Sherman in planning to invest about $140,000 in extensive improvements to Cherry Street Park in coming months. The City Council voted unanimously Monday night to request bids for a series of upgrades to the park during a meeting Monday night.
Earlier this year, the city was able to invest $10,000 toward the purchase of new playground equipment thanks to a donation by the Sherman Rotary Club. This new round of projects will be financed using funds provided annually by the U.S. Department of Housing and Urban Development. The Community Development Block Grant program provides funds to municipalities for project and improvements centered on low to moderate-income areas and neighborhoods.

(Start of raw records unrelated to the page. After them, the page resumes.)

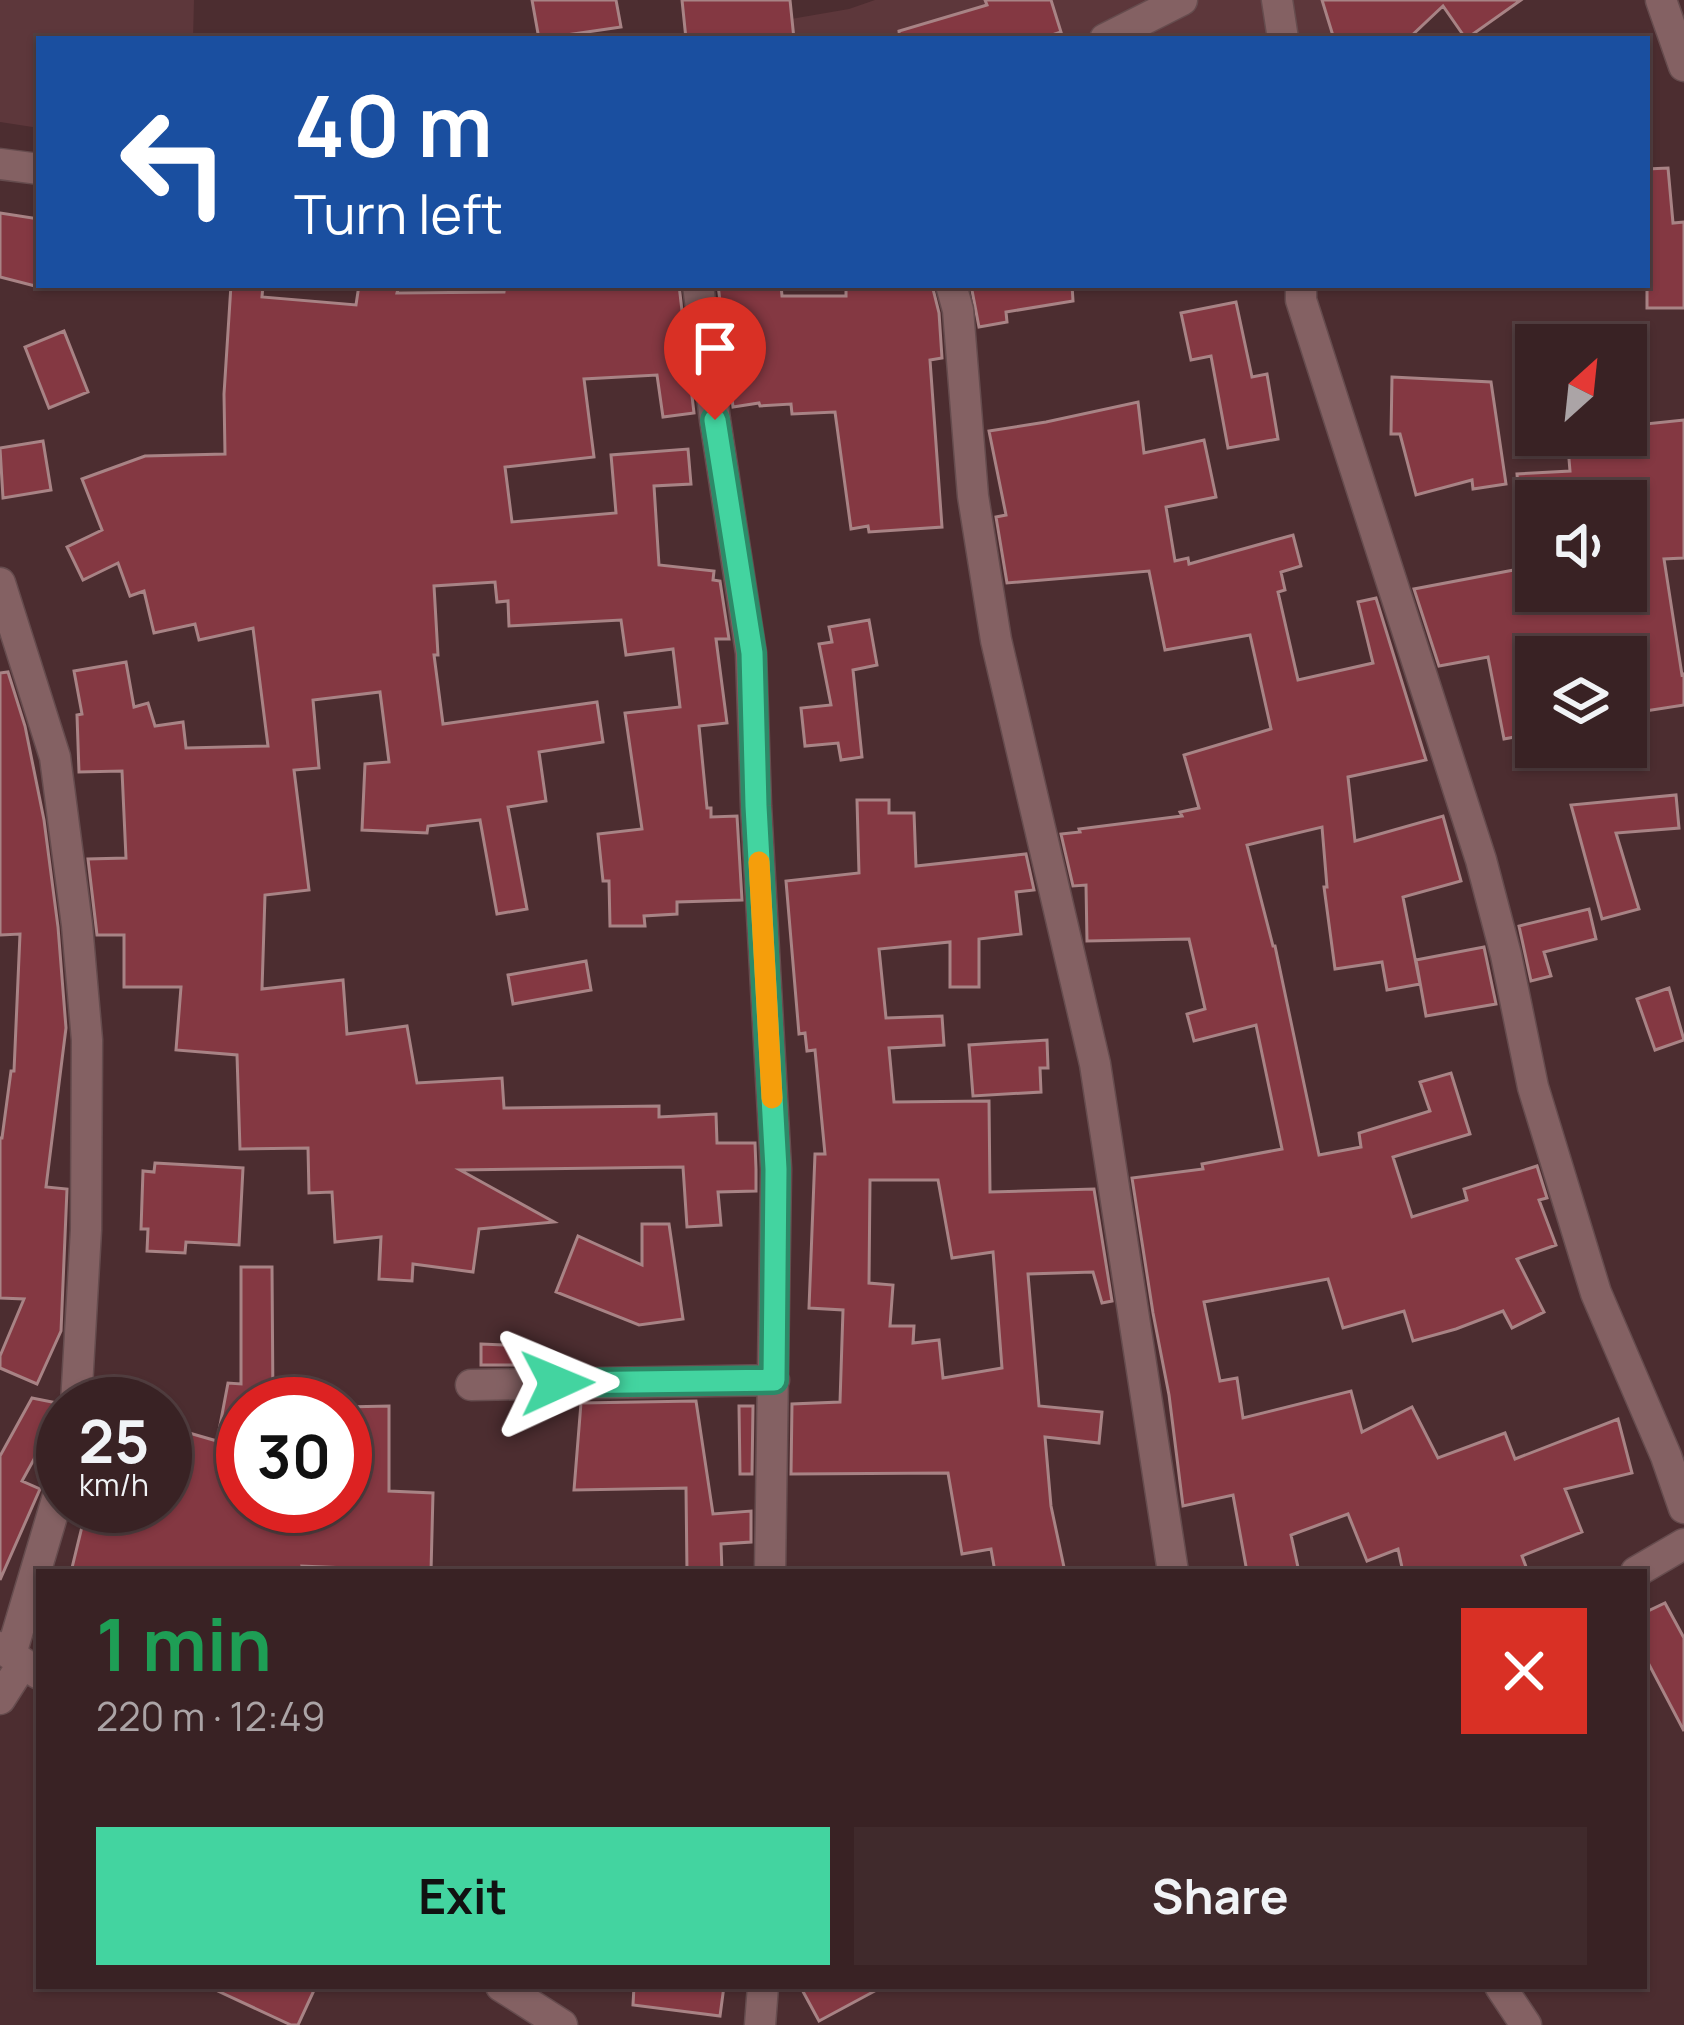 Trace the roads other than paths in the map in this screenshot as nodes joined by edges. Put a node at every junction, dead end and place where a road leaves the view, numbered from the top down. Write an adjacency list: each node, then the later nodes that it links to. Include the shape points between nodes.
1 (1182, 0): 4 (street)
2 (1277, 0): 5 (street)
3 (1661, 0): 6 (street)
4 (1111, 36)
5 (1283, 36)
6 (1684, 66)
7 (0, 164): 8 (street)
8 (36, 169)
9 (698, 288): 14 (street, via 752,653 776,1169)
10 (952, 288): 21 (street, via 996,640 1095,1064)
11 (1301, 288): 16 (street, via 1481,860 1533,1088 1595,1293)
12 (0, 583): 13 (street, via 55,757 77,925 87,1040)
13 (78, 1377)
14 (774, 1380): 15 (street); 20 (street)
15 (471, 1384)
16 (1684, 1508)
17 (50, 1533): 19 (street)
18 (1684, 1544): 22 (street)
19 (41, 1569)
20 (770, 1569)
21 (1173, 1569)
22 (1641, 1569)
23 (36, 1588): 24 (street)
24 (18, 1660): 25 (street)
25 (0, 1699)
26 (506, 1989): 29 (street)
27 (763, 1989): 30 (street)
28 (1502, 1989): 31 (street)
29 (562, 2025)
30 (760, 2025)
31 (1526, 2025)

“Cherry Street Park is a project we are prepared to improve with funds from a community development block grant,” Sherman Parks and Recreation Manager Theresa Hutchinson said Thursday. “All of these new amenities will enhance the equipment that is already there.”
With these funds, the city will be able to finance the project with improvements without the need for low-tax funding, Hutchinson said.
The new improvements will provide increased accessibility throughout the park while also providing new seating, picnic tables and a pavilion for park visitors. Hutchinson said the improvement project will include new sidewalks that will form a loop around the west side of the park. A bridge that crosses over a creek that runs through the park will also be replaced with a bridge that is compliant with the Americans with Disabilities Act.
The park’s basketball courts, which have been a popular attraction, are still in good shape and do not need repair or improvement, Hutchinson said. However, the project will see the fence around the courts replaced and a new sidewalk will give more access to the site.
While the majority of the improvements are oriented around accessibility, Hutchinson said a swing set is also included in the proposed list of projects.
The city first started envisioning the improvements to Cherry Street Park earlier this spring, but the improvements were envisioned as a part of the city’s 2017 park improvement plan.
The city has not received bids or a final cost for the project yet, but Hutchinson said the city estimates that it will be somewhere in the $140,000 range.
Throughout the process, Hutchinson said there may be temporary closure of some amenities, but she expects these will be brief and limited in area. Currently city officials expect the park improvements will be completed some time in the summer of 2020.